"
"Can the leopard change his spots?" asked Colonel Barrington, with a
grim smile.
The little white-haired lady glanced at him as she said quietly, "When
the wicked man--"
CHAPTER IX
COURTHORNE DISAPPEARS
Supper was cooking when Lance Courthorne sat beside the glowing stove
in the comfortless general room of a little wooden hotel in a desolate
settlement of Montana. He had a good many acquaintances in the
straggling town, where he now and then ran a faro game, though it was
some months since he had last been there, and he had ridden a long way
to reach it that day. He was feeling comfortably tired after the
exposure to the bitter frost, and blinked drowsily at the young rancher
who sat opposite him across the stove. The latter, who had come out
some years earlier from the old country, was then reading a somewhat
ancient English newspaper.
"What has been going on here lately?" asked Courthorne.

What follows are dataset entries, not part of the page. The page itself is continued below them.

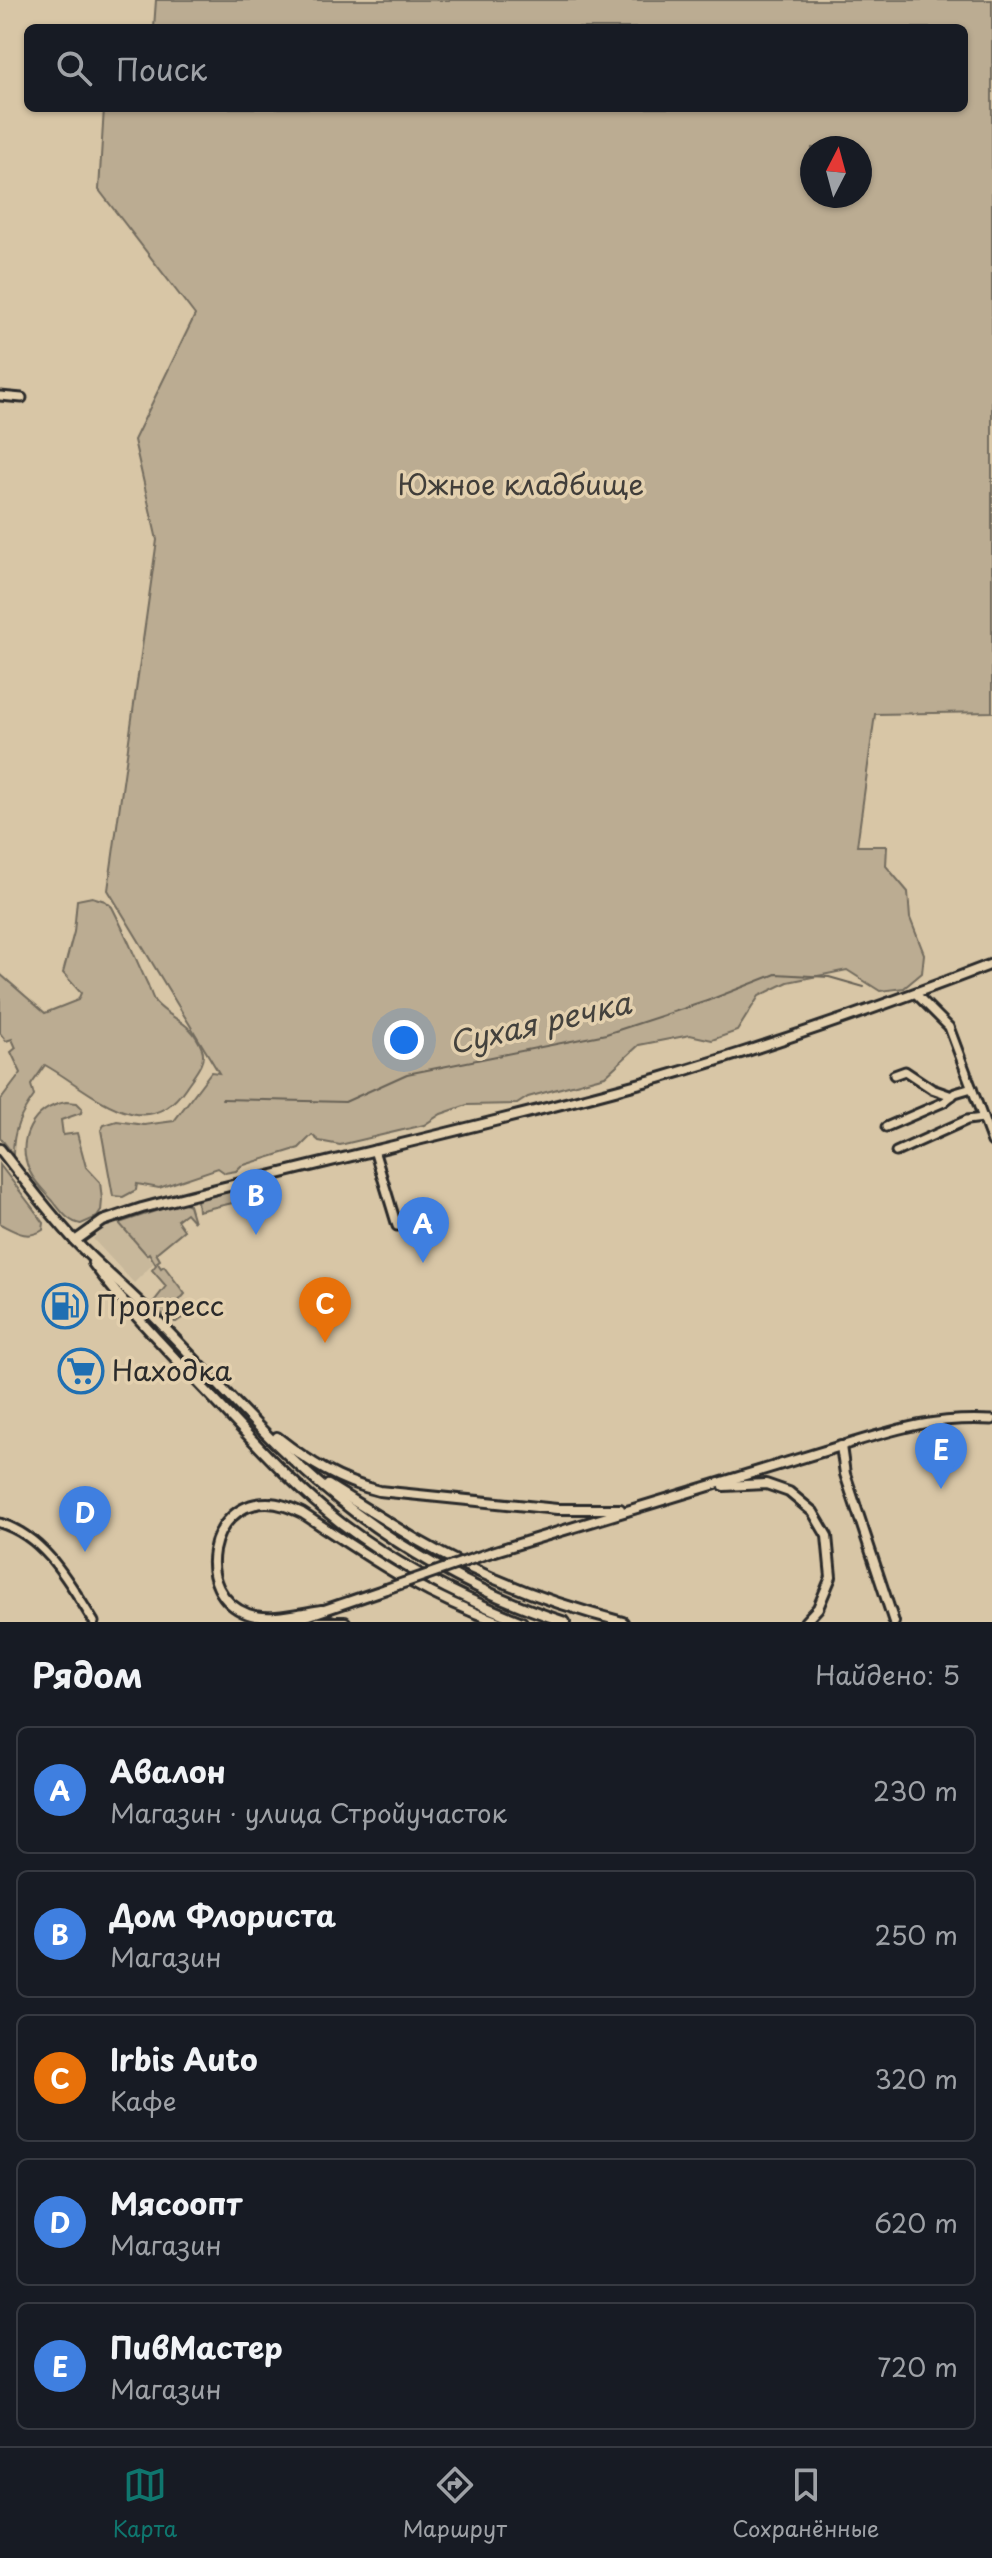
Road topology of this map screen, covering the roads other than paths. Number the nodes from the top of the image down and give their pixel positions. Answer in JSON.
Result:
{"nodes":[{"id":1,"x":0,"y":396,"type":"edge"},
{"id":2,"x":22,"y":398,"type":"dead end"},
{"id":3,"x":992,"y":964,"type":"edge"},
{"id":4,"x":916,"y":994,"type":"junction"},
{"id":5,"x":894,"y":1075,"type":"dead end"},
{"id":6,"x":972,"y":1088,"type":"junction"},
{"id":7,"x":952,"y":1096,"type":"junction"},
{"id":8,"x":987,"y":1124,"type":"edge"},
{"id":9,"x":886,"y":1127,"type":"dead end"},
{"id":10,"x":992,"y":1142,"type":"edge"},
{"id":11,"x":0,"y":1149,"type":"edge"},
{"id":12,"x":374,"y":1150,"type":"junction"},
{"id":13,"x":896,"y":1152,"type":"dead end"},
{"id":14,"x":397,"y":1226,"type":"dead end"},
{"id":15,"x":78,"y":1243,"type":"junction"},
{"id":16,"x":251,"y":1418,"type":"junction"},
{"id":17,"x":992,"y":1420,"type":"edge"},
{"id":18,"x":841,"y":1446,"type":"junction"},
{"id":19,"x":306,"y":1471,"type":"junction"},
{"id":20,"x":703,"y":1488,"type":"junction"},
{"id":21,"x":648,"y":1505,"type":"junction"},
{"id":22,"x":0,"y":1523,"type":"edge"},
{"id":23,"x":322,"y":1610,"type":"junction"},
{"id":24,"x":94,"y":1622,"type":"edge"},
{"id":25,"x":289,"y":1622,"type":"edge"},
{"id":26,"x":318,"y":1622,"type":"edge"},
{"id":27,"x":345,"y":1622,"type":"edge"},
{"id":28,"x":499,"y":1622,"type":"edge"},
{"id":29,"x":522,"y":1622,"type":"edge"},
{"id":30,"x":565,"y":1622,"type":"edge"},
{"id":31,"x":623,"y":1622,"type":"edge"},
{"id":32,"x":805,"y":1622,"type":"edge"},
{"id":33,"x":894,"y":1622,"type":"edge"}],
"edges":[{"from":1,"to":2,"type":"street"},
{"from":3,"to":4,"type":"main road"},
{"from":4,"to":6,"type":"street"},
{"from":4,"to":12,"type":"main road"},
{"from":5,"to":7,"type":"street"},
{"from":6,"to":7,"type":"street"},
{"from":6,"to":8,"type":"street"},
{"from":7,"to":9,"type":"street"},
{"from":8,"to":10,"type":"street"},
{"from":8,"to":13,"type":"street"},
{"from":11,"to":15,"type":"main road"},
{"from":12,"to":14,"type":"street"},
{"from":12,"to":15,"type":"main road"},
{"from":15,"to":16,"type":"main road"},
{"from":15,"to":29,"type":"main road"},
{"from":16,"to":19,"type":"main road"},
{"from":16,"to":21,"type":"main road"},
{"from":17,"to":18,"type":"street"},
{"from":18,"to":20,"type":"main road"},
{"from":18,"to":33,"type":"main road"},
{"from":19,"to":30,"type":"main road"},
{"from":19,"to":31,"type":"main road"},
{"from":20,"to":21,"type":"main road"},
{"from":20,"to":32,"type":"main road"},
{"from":21,"to":23,"type":"main road","bridge":true},
{"from":22,"to":24,"type":"street"},
{"from":23,"to":25,"type":"main road"},
{"from":23,"to":28,"type":"main road"},
{"from":26,"to":27,"type":"main road"}]}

The other man laughed. "Does anything ever happen in this place? One
would be almost thankful if a cyclone or waterspout came along, if it
were only to give the boys something to talk about. Still, one of the
girls here is going to get married. I'm not sure old man Clouston
finds it helps his trade quite as much as he fancied it would when he
fired his Chinamen and brought good-looking waitresses in. This is the
third of them who has married one of the boys and left him."
"What could he expect!" and Courthorne yawned.